Wir haben vorhin den Predigttext gehört: Wenn das Weizenkorn nicht in die Erde fällt und stirbt, bleibt es allein; wenn es aber stirbt, bringt es viel Frucht. Wer sein Leben liebt, verliert es; und wer sein Leben in dieser Welt hasst, wird es bewahren ins ewige Leben.

 

Das gilt zuerst für Jesus, haben die Christen gesagt. Er gibt sein Leben her. Er ist das Weizenkorn, das stirbt.

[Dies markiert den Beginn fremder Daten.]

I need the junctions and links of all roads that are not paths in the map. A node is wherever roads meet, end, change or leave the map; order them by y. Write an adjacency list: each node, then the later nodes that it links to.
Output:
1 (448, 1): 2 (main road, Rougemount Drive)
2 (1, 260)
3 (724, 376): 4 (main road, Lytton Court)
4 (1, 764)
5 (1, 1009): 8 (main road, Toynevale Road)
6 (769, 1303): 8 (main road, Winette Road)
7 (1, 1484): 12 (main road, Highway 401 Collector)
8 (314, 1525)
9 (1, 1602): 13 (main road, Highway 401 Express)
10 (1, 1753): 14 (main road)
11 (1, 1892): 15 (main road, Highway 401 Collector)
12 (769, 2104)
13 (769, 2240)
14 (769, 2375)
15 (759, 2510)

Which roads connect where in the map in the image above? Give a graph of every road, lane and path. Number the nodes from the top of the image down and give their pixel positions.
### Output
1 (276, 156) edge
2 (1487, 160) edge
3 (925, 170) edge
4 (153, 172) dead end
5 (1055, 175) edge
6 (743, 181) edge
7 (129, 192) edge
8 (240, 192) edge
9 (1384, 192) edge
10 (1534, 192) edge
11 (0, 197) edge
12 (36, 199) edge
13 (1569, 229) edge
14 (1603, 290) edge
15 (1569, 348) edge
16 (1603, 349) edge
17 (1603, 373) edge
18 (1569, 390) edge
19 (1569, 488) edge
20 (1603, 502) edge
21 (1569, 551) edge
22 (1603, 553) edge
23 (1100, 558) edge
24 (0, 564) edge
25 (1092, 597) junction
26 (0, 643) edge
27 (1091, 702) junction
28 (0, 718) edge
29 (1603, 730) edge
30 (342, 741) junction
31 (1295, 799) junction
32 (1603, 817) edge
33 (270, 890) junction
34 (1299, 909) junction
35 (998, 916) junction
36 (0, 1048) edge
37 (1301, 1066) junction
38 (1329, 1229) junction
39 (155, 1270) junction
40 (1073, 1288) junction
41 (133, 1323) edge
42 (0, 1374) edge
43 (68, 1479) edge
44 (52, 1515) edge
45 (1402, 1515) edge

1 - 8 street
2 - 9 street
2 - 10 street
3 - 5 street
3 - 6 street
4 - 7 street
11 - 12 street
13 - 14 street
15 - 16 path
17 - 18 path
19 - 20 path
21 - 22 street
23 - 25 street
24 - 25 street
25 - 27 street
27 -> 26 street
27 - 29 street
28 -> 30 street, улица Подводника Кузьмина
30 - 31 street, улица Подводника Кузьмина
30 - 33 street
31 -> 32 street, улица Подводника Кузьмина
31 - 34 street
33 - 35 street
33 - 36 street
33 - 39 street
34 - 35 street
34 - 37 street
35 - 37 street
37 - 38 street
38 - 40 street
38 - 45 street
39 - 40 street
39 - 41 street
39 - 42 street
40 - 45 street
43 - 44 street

Ihn erweckt Gott aus dem Tod ins Leben.

 

Das gilt dann aber auch für seine Nachfolger: für uns: wer versucht sein Leben festzuhalten, der wird es verlieren – wer es loslässt, der wird es gewinnen.

 

Gleich feiern wir zusammen Abendmahl. Brot, Saft und Wein werden verteilt, so wie Jesus sich hergeschenkt hat. Alle bekommen etwas ab. So, wie alle zum Reich Gottes gehören. Weil alle dabei sein sollen beim Fest Gottes.

 

Das Abendmahl steht im Zentrum des christlichen Glaubens. Es zeigt, wie Gott es mit uns meint. Es zeigt, wo der Weg hinführt, den Jesus gegangen ist. An diesen Weg erinnern wir uns.

 

Da schlug sein Herz: bei der Gemeinschaft mit den Menschen. Dafür hat er sich eingesetzt, mit seinem Körper. Dafür hat er sich foltern lassen uns an Kreuz hängen: dass wir zusammen essen und trinken ohne dass jemand ausgeschlossen wird. Dass wir wissen, wir gehören zusammen.

 

Die Christen sagen: ein Glück, dass Jesus diesen Weg bis zu Ende gegangen ist. Nicht für ihn selbst – er hätte sich retten können. Für uns. Damit wir wissen: seine Liebe hört nicht auf. Damit wir wissen: von Gott kann uns nun überhaupt nichts mehr trennen. Und auch nicht von den Menschen. Sie gehören zum großen Fest Gottes, wie wir.